The Tulsa Race Massacre
Tulsa, 1920
Tulsa’s long history as an important town and later as a city in Oklahoma began with the removal of the Fives Tribes in the 1830s. The Muscogee (Creek) settled in the area. In the 1870s, the Perryman family based their sizable cattle ranch in what would become south Tulsa. The town grew slowly, with a rail line arriving in the 1880s. At the dawn of the twentieth century, the discovery of huge oil fields nearby convinced city leaders to market Tulsa as a convenient and enjoyable place to conduct the business and financial sides of the oil industry. Several oil industry companies agreed and established their headquarters there. This spurred economic development in the city as executives built further accommodations for the industry and funded building construction, oil infrastructure, and a growing hospitality industry. The rapid growth of the oil industry resulted in Tulsa earning the nickname “the Oil Capital of the World.” By 1920, Tulsa served as the base for over 400 petroleum companies.
Tulsa, Oklahoma, 1924 (1596010, Oklahoma Historical Society Photograph Collection, OHS).
This concentration of wealth and the state-of-the-art features made Tulsa an attractive destination for a population already on the move in the early 1900s as they sought opportunity. The population soared. In 1900, 1,390 residents made up Tulsa’s population. By 1910 the number rose to an astonishing 18,182 and then grew even more rapidly in ten years, reaching 72,075 in 1920. Newcomers, from manual laborers to chauffeurs to scientists, found livable wages, and all of the convenience and excitement of a modern city.
Black Wall Street
Dr. Jackson was a nationally renowned surgeon and lived in Greenwood (image courtesy of OSU Digital Collections).

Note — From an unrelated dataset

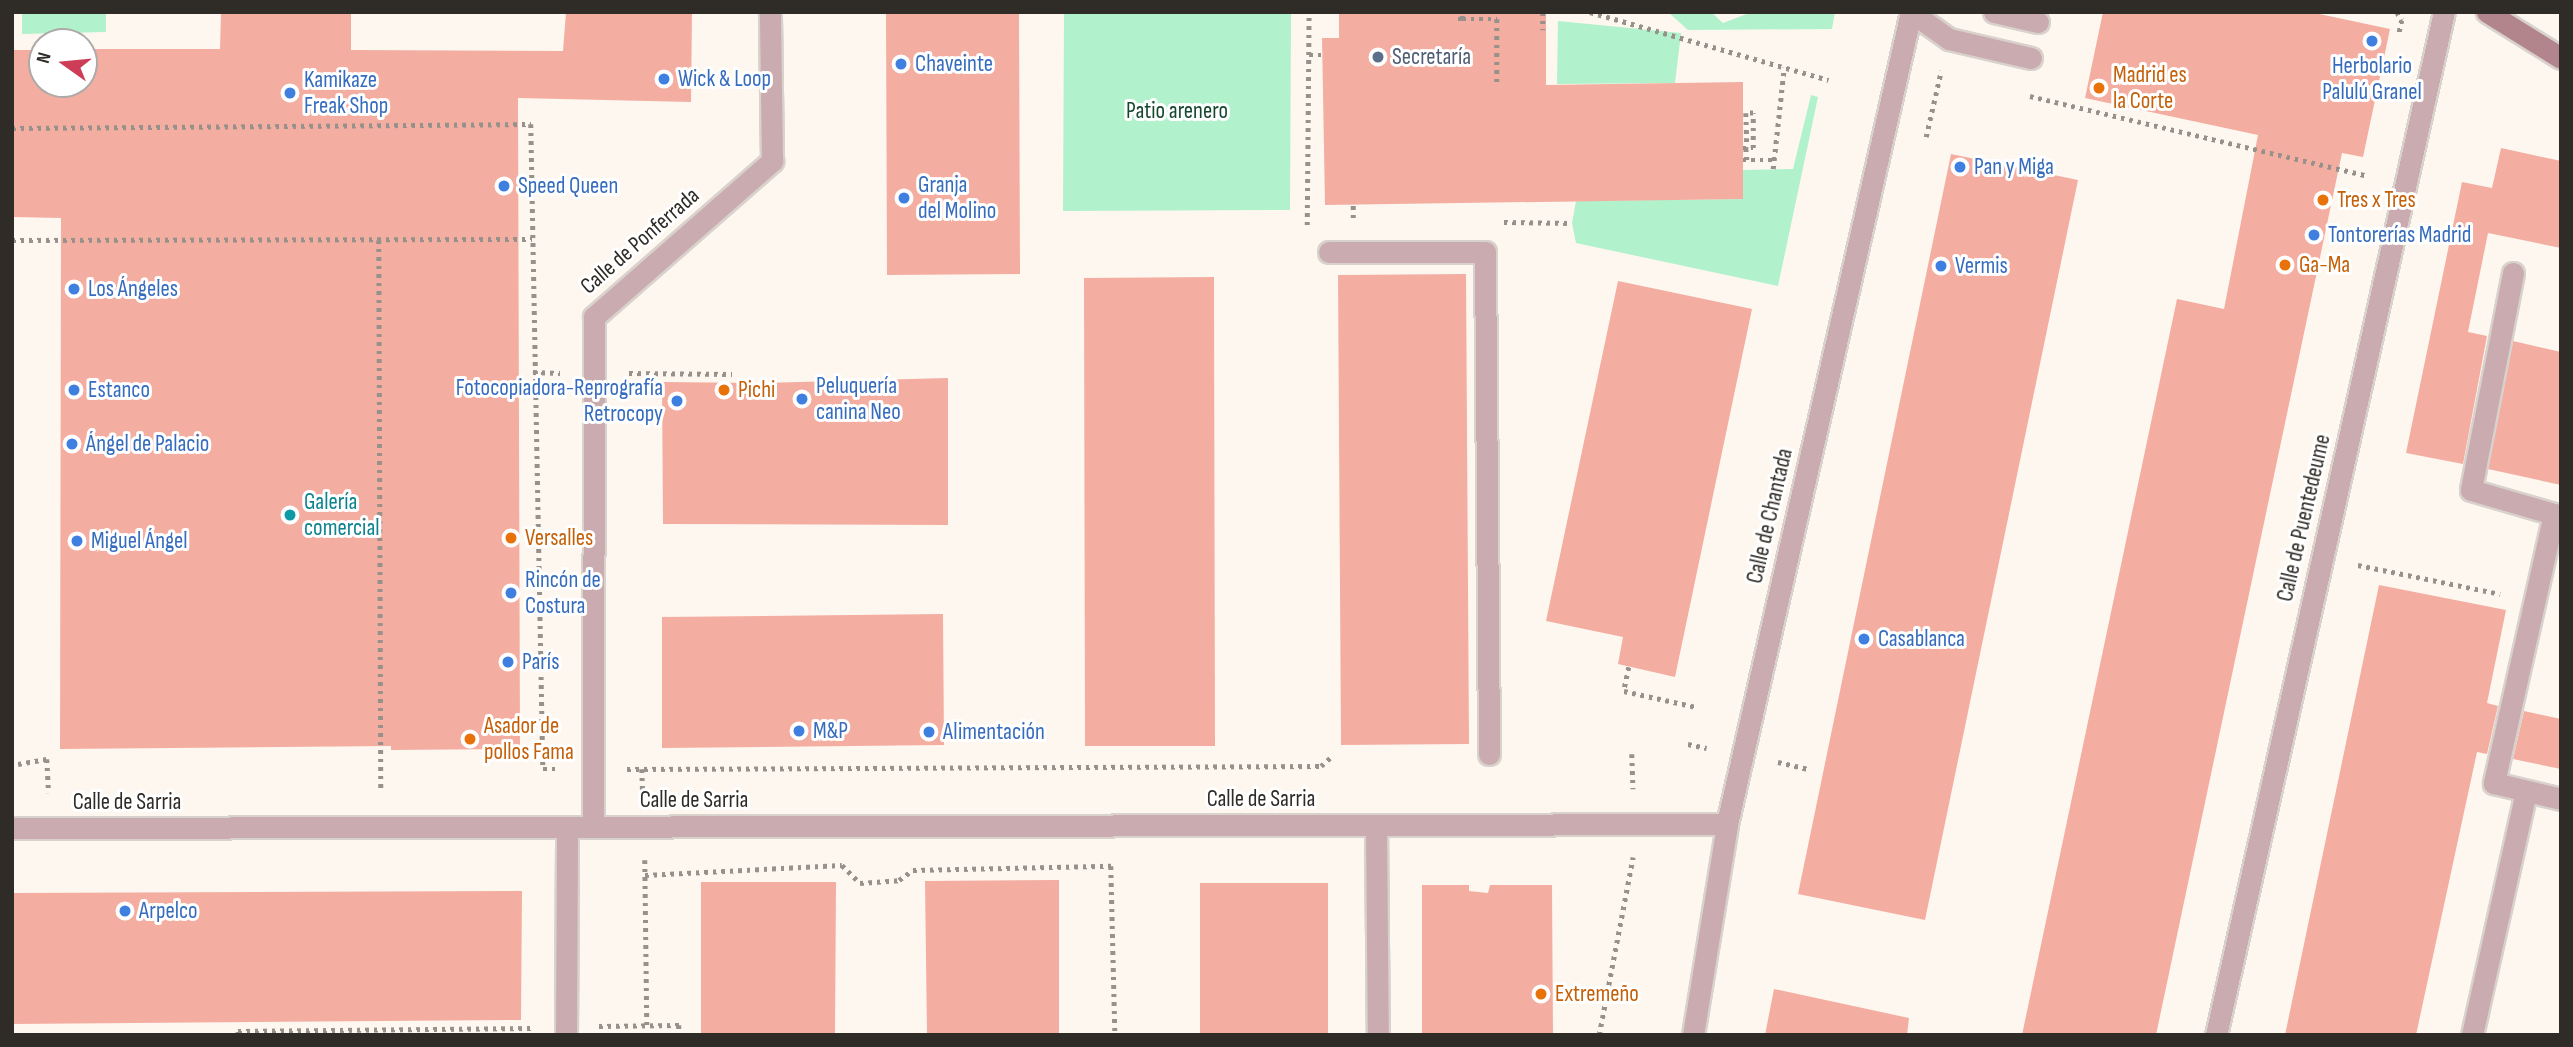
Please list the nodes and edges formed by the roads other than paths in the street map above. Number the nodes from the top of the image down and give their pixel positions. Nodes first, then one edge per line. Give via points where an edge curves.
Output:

Within this thriving environment, a neighborhood born of both Jim Crow segregation and the booming wealth of Tulsa existed near downtown. The Greenwood District existed because of a smart business transaction on the part of O. W. Gurley, a wealthy and well-connected African American landowner who came to Oklahoma because of the Land Run of 1889. After moving to Tulsa in 1906, he purchased 40 acres of land along the Frisco rail tracks in north Tulsa. As he built a rooming house and several other buildings on this land, Oklahoma officially became a state. The first legislative action, Senate Bill One, formalized segregation between African Americans and whites throughout the state. After, Oklahoma implemented a sweeping system of segregation, limiting where African Americans could live and shop in addition to how they traveled and existed in public spaces.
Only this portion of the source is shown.